**PROBLEM**. Copy the lines below, word for word, from the first through the line containing "pinky tip: (269, 238)". Leave the pictures out.
====================
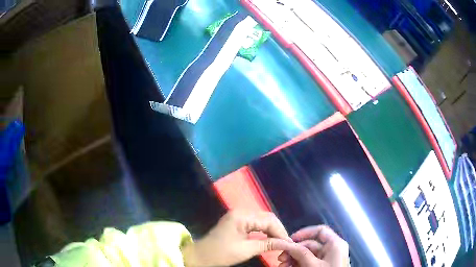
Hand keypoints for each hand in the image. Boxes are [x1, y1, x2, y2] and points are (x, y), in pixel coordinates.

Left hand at [182, 210, 292, 265]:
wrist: (202, 255)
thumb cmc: (222, 253)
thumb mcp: (246, 250)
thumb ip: (268, 244)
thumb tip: (286, 244)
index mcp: (242, 216)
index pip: (269, 220)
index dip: (281, 232)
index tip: (289, 244)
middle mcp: (241, 211)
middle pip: (267, 217)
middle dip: (278, 230)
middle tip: (286, 243)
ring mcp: (238, 215)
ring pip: (263, 219)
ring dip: (272, 230)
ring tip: (280, 241)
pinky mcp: (237, 220)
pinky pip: (256, 222)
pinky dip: (264, 230)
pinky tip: (269, 238)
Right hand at [278, 225, 348, 266]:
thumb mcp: (312, 265)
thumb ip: (300, 253)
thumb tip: (288, 245)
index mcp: (335, 244)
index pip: (320, 231)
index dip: (304, 233)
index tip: (289, 241)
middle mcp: (332, 250)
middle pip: (310, 244)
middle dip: (294, 251)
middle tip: (281, 259)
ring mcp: (328, 259)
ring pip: (308, 255)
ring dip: (293, 259)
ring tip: (282, 265)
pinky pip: (309, 262)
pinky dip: (298, 264)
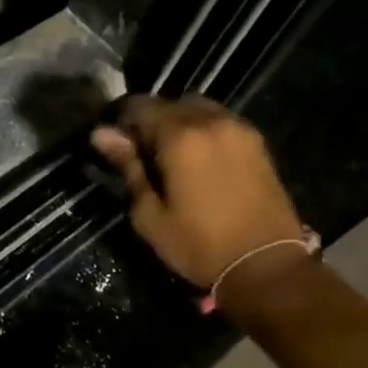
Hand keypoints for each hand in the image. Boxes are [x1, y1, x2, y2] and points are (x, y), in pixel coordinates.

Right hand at [90, 94, 304, 288]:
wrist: (265, 265)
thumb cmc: (199, 245)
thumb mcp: (150, 214)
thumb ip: (128, 167)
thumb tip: (102, 135)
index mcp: (179, 136)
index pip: (140, 106)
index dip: (123, 122)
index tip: (118, 146)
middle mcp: (210, 121)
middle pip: (170, 102)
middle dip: (152, 120)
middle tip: (144, 154)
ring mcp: (238, 129)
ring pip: (198, 108)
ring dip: (180, 122)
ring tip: (174, 155)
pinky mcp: (257, 142)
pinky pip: (221, 121)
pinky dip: (204, 129)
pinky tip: (201, 159)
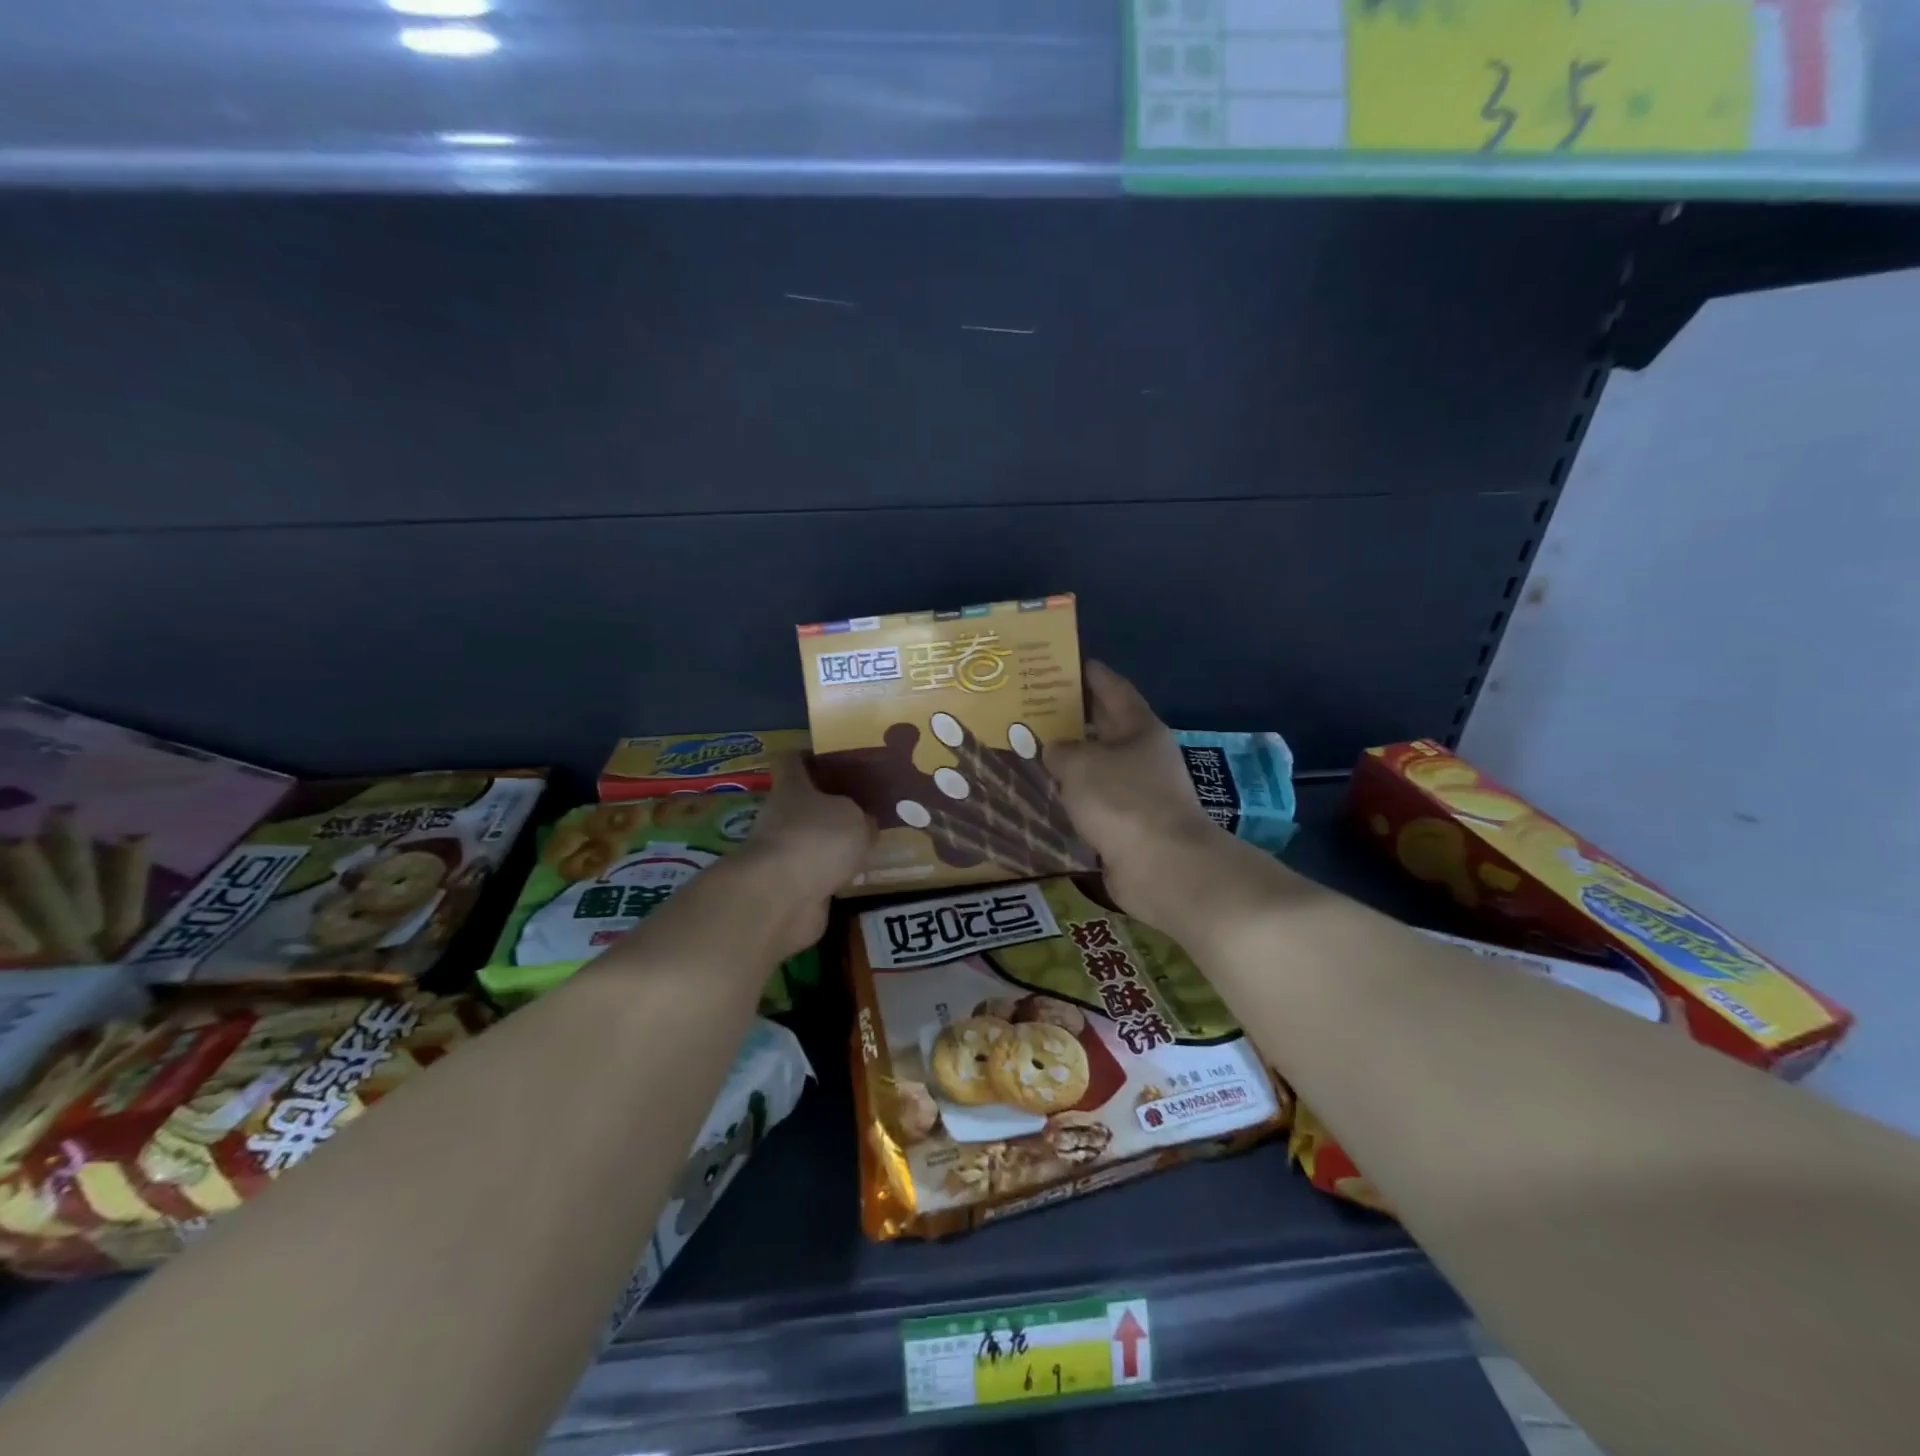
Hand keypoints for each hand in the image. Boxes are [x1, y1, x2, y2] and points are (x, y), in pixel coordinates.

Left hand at [738, 752, 873, 958]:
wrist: (782, 897)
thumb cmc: (818, 839)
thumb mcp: (855, 819)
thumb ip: (862, 819)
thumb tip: (865, 823)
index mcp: (792, 787)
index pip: (793, 760)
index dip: (811, 756)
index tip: (836, 758)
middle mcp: (780, 816)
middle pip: (804, 803)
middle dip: (830, 806)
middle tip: (865, 807)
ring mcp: (781, 853)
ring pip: (810, 840)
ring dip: (831, 844)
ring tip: (867, 844)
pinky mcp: (787, 886)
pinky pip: (814, 872)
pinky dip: (831, 874)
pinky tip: (856, 876)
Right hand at [1045, 662, 1228, 929]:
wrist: (1162, 867)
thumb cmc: (1123, 801)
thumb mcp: (1080, 764)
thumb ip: (1060, 749)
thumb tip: (1056, 751)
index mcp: (1139, 727)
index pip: (1112, 687)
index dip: (1089, 673)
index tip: (1063, 662)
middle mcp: (1142, 754)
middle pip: (1104, 726)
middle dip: (1072, 715)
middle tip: (1032, 705)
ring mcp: (1138, 791)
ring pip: (1097, 765)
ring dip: (1069, 759)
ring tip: (1030, 749)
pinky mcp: (1128, 825)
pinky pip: (1094, 800)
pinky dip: (1073, 795)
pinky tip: (1045, 794)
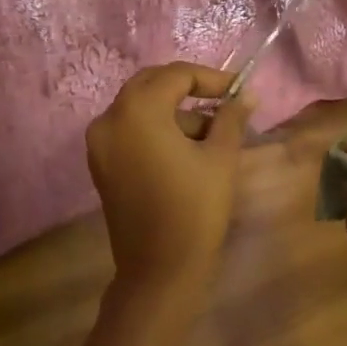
====================
**WRITTEN SOLUTION**.
Hand keypoints for each hand in the image. Boxes are [x1, y1, x2, y2] and points are (x, y), in pixel coordinates.

Left hand at [182, 210, 292, 265]:
wrist: (202, 255)
thumb cmc: (222, 253)
thumb mcp: (246, 250)
thumb ip: (268, 244)
thumb tip: (286, 244)
index mcp: (242, 216)
index pip: (269, 220)
index dip: (281, 232)
index tip: (289, 244)
middle mcp: (241, 211)
middle pip: (267, 217)
middle dip: (278, 230)
middle tip: (286, 243)
ring mcp: (238, 215)
ring pip: (263, 219)
ring dip: (272, 230)
ring tip: (280, 241)
pinky mcp: (237, 220)
pinky pip: (256, 222)
pinky dip: (264, 230)
pinky tip: (269, 238)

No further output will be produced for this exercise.